WHAT THE EXERCISE ASKS ->
How many lines in this material include the string "EAST"? Answer with the number and nothing further.

DATASET ENTRIES ->
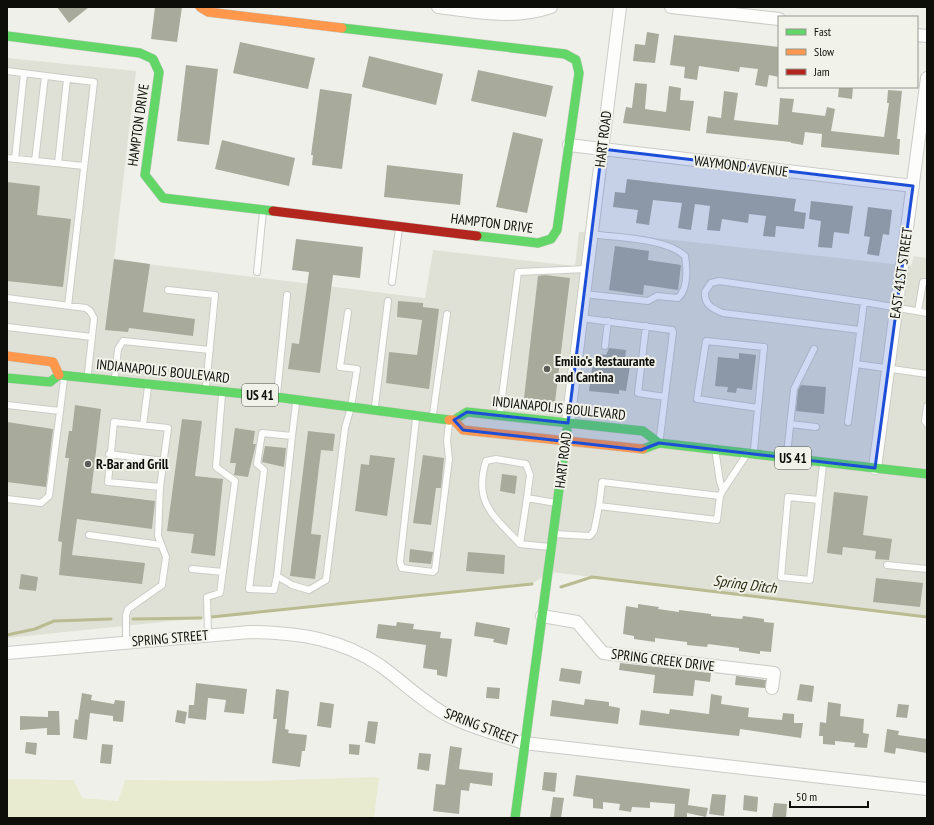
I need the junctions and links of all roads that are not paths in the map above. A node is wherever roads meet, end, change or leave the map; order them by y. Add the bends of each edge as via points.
1 (200, 7) edge
2 (438, 7) edge
3 (551, 7) edge
4 (620, 7) edge
5 (671, 7) edge
6 (778, 19) edge
7 (7, 36) edge
8 (7, 71) edge
9 (24, 73) junction
10 (45, 76) junction
11 (927, 78) edge
12 (67, 79) junction
13 (569, 145) junction
14 (602, 149) junction
15 (7, 158) edge
16 (15, 159) junction
17 (35, 161) junction
18 (922, 162) edge
19 (58, 163) junction
20 (84, 166) junction
21 (913, 186) junction
22 (264, 210) junction
23 (399, 226) junction
24 (591, 234) junction
25 (587, 269) junction
26 (256, 272) dead end
27 (392, 282) dead end
28 (927, 282) edge
29 (168, 290) dead end
30 (584, 294) junction
31 (287, 295) dead end
32 (7, 298) edge
33 (388, 301) dead end
34 (864, 302) junction
35 (68, 306) junction
36 (896, 308) junction
37 (918, 311) junction
38 (348, 312) dead end
39 (927, 313) edge
40 (447, 314) dead end
41 (581, 318) junction
42 (608, 321) junction
43 (646, 326) junction
44 (7, 327) edge
45 (860, 330) junction
46 (92, 337) junction
47 (605, 346) dead end
48 (814, 349) dead end
49 (210, 350) junction
50 (7, 356) edge
51 (856, 364) junction
52 (888, 368) junction
53 (927, 374) edge
54 (62, 375) junction
55 (87, 377) junction
56 (7, 378) edge
57 (114, 380) junction
58 (149, 383) junction
59 (206, 389) junction
60 (223, 391) junction
61 (276, 397) junction
62 (665, 397) junction
63 (296, 400) junction
64 (7, 405) edge
65 (351, 406) junction
66 (927, 406) edge
67 (758, 408) junction
68 (374, 409) junction
69 (60, 411) junction
70 (416, 415) junction
71 (500, 416) junction
72 (433, 418) junction
73 (452, 420) junction
74 (848, 422) dead end
75 (568, 423) junction
76 (790, 424) junction
77 (927, 424) edge
78 (144, 425) junction
79 (816, 427) dead end
80 (292, 436) junction
81 (565, 442) junction
82 (659, 443) junction
83 (714, 449) junction
84 (751, 453) junction
85 (109, 454) junction
86 (787, 458) junction
87 (163, 461) junction
88 (824, 462) junction
89 (875, 468) junction
90 (927, 474) edge
91 (160, 487) junction
92 (722, 493) junction
93 (527, 498) junction
94 (7, 500) edge
95 (819, 500) junction
96 (557, 503) junction
97 (599, 506) junction
98 (553, 534) junction
99 (89, 535) dead end
100 (520, 544) junction
101 (162, 545) junction
102 (551, 548) junction
103 (887, 565) dead end
104 (192, 569) dead end
105 (927, 569) edge
106 (222, 572) junction
107 (276, 576) junction
108 (542, 616) junction
109 (208, 635) junction
110 (126, 642) junction
111 (7, 653) edge
112 (772, 688) dead end
113 (524, 743) junction
114 (927, 789) edge
115 (515, 818) edge

1 - 13 main road, HAMPTON DRIVE via 208,12 565,54 576,60 579,73
2 - 3 street via 503,15 532,13
4 - 14 street, HART ROAD
5 - 6 street
7 - 22 main road, HAMPTON DRIVE via 140,53 153,59 159,72 145,175 164,198
8 - 9 lane
9 - 10 lane
9 - 16 lane
10 - 12 lane
10 - 17 lane
11 - 18 street, EAST 41ST STREET
12 - 19 lane
12 - 20 lane via 94,82
13 - 14 street, WAYMOND AVENUE
13 - 23 main road, HAMPTON DRIVE via 557,230 551,240 538,243
14 - 21 street, WAYMOND AVENUE
14 - 24 street, HART ROAD
15 - 16 lane
16 - 17 lane
17 - 19 lane
18 - 21 street, EAST 41ST STREET
19 - 20 lane
20 - 35 lane
21 - 36 street, EAST 41ST STREET
22 - 23 main road, HAMPTON DRIVE
22 - 26 lane
23 - 27 lane
24 - 25 street, HART ROAD
24 - 30 lane via 652,242 677,249 685,256 684,293 678,298 657,296 648,301
25 - 30 street, HART ROAD
25 - 71 lane via 518,272
28 - 37 lane via 923,282
29 - 49 lane via 215,294
30 - 41 street, HART ROAD
31 - 61 lane
32 - 35 lane
33 - 68 lane
34 - 36 lane
34 - 45 lane
34 - 45 lane via 719,281 707,287 705,297 713,310 723,314
35 - 46 lane via 86,308 90,311 94,318
36 - 37 lane
36 - 52 street, EAST 41ST STREET
37 - 39 lane
38 - 65 lane via 340,367 357,369
40 - 72 lane
41 - 42 lane
41 - 75 street, HART ROAD
42 - 43 lane
42 - 47 lane
43 - 62 lane via 670,328 673,332
43 - 62 lane via 638,393
44 - 46 lane
45 - 51 lane
46 - 55 lane
48 - 76 lane via 794,389
49 - 57 lane via 123,342 118,349
49 - 59 lane
50 - 54 main road via 53,362
51 - 52 lane
51 - 74 lane
52 - 53 lane
52 - 89 street, EAST 41ST STREET
54 - 55 main road, INDIANAPOLIS BOULEVARD / US 41
54 - 56 main road, INDIANAPOLIS BOULEVARD / US 41 via 50,382
54 - 69 lane
55 - 57 main road, INDIANAPOLIS BOULEVARD / US 41
57 - 58 main road, INDIANAPOLIS BOULEVARD / US 41
58 - 59 main road, INDIANAPOLIS BOULEVARD / US 41
58 - 78 lane
59 - 60 main road, INDIANAPOLIS BOULEVARD / US 41
60 - 61 main road, INDIANAPOLIS BOULEVARD / US 41
60 - 106 lane via 216,467 235,481
61 - 63 main road, INDIANAPOLIS BOULEVARD / US 41
62 - 82 lane
63 - 65 main road, INDIANAPOLIS BOULEVARD / US 41
63 - 80 lane
64 - 69 lane
65 - 68 main road, INDIANAPOLIS BOULEVARD / US 41
65 - 107 lane via 345,428 326,580 308,590
66 - 77 lane
67 - 67 lane via 697,399 706,341 764,347
67 - 84 lane
68 - 70 main road, INDIANAPOLIS BOULEVARD / US 41
69 - 94 lane via 49,496 41,503
70 - 72 main road, INDIANAPOLIS BOULEVARD / US 41
70 - 73 lane via 400,562 402,568 432,572 435,570 449,459 447,441
71 - 73 main road, INDIANAPOLIS BOULEVARD / US 41 via 467,412
71 - 75 main road, INDIANAPOLIS BOULEVARD / US 41
72 - 73 main road, INDIANAPOLIS BOULEVARD / US 41
73 - 81 main road, INDIANAPOLIS BOULEVARD / US 41 via 463,430
75 - 81 main road, HART ROAD
75 - 82 main road, INDIANAPOLIS BOULEVARD / US 41 via 643,431
76 - 79 lane
76 - 86 lane
78 - 85 lane via 114,422
78 - 87 lane via 168,428
80 - 107 lane
80 - 107 lane via 262,433 257,464 264,470 249,589 274,590
81 - 82 main road, INDIANAPOLIS BOULEVARD / US 41 via 641,450
81 - 96 main road, HART ROAD
82 - 83 main road, INDIANAPOLIS BOULEVARD / US 41
83 - 84 main road, INDIANAPOLIS BOULEVARD / US 41
83 - 92 lane
84 - 86 main road, INDIANAPOLIS BOULEVARD / US 41
84 - 92 lane
85 - 87 lane
85 - 91 lane via 108,482
86 - 88 main road, INDIANAPOLIS BOULEVARD / US 41
87 - 91 lane
88 - 89 main road, INDIANAPOLIS BOULEVARD / US 41
88 - 95 lane
89 - 90 main road, INDIANAPOLIS BOULEVARD / US 41
91 - 101 lane via 158,536
92 - 97 lane via 702,496 622,487 602,482
92 - 97 lane via 717,520 699,515
93 - 96 lane
93 - 100 lane
93 - 100 lane via 530,475 526,464 496,458 486,461 482,477 485,503
95 - 95 lane via 810,580 781,577 788,497
96 - 98 main road, HART ROAD
97 - 98 lane via 594,531 590,536
98 - 102 main road, HART ROAD
99 - 101 lane
100 - 102 lane
101 - 110 lane via 166,557 162,585 128,609
102 - 108 main road, HART ROAD
103 - 105 lane
104 - 106 lane
106 - 109 lane via 220,593 207,597
108 - 112 street, SPRING CREEK DRIVE via 577,622 603,653 774,673
108 - 113 main road, HART ROAD
109 - 110 street, SPRING STREET
109 - 113 street, SPRING STREET via 288,632 330,642 354,651 380,666 446,715
110 - 111 street, SPRING STREET
113 - 114 street, SPRING STREET
113 - 115 main road, HART ROAD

ANSWER FOR THIS EXERCISE ->
5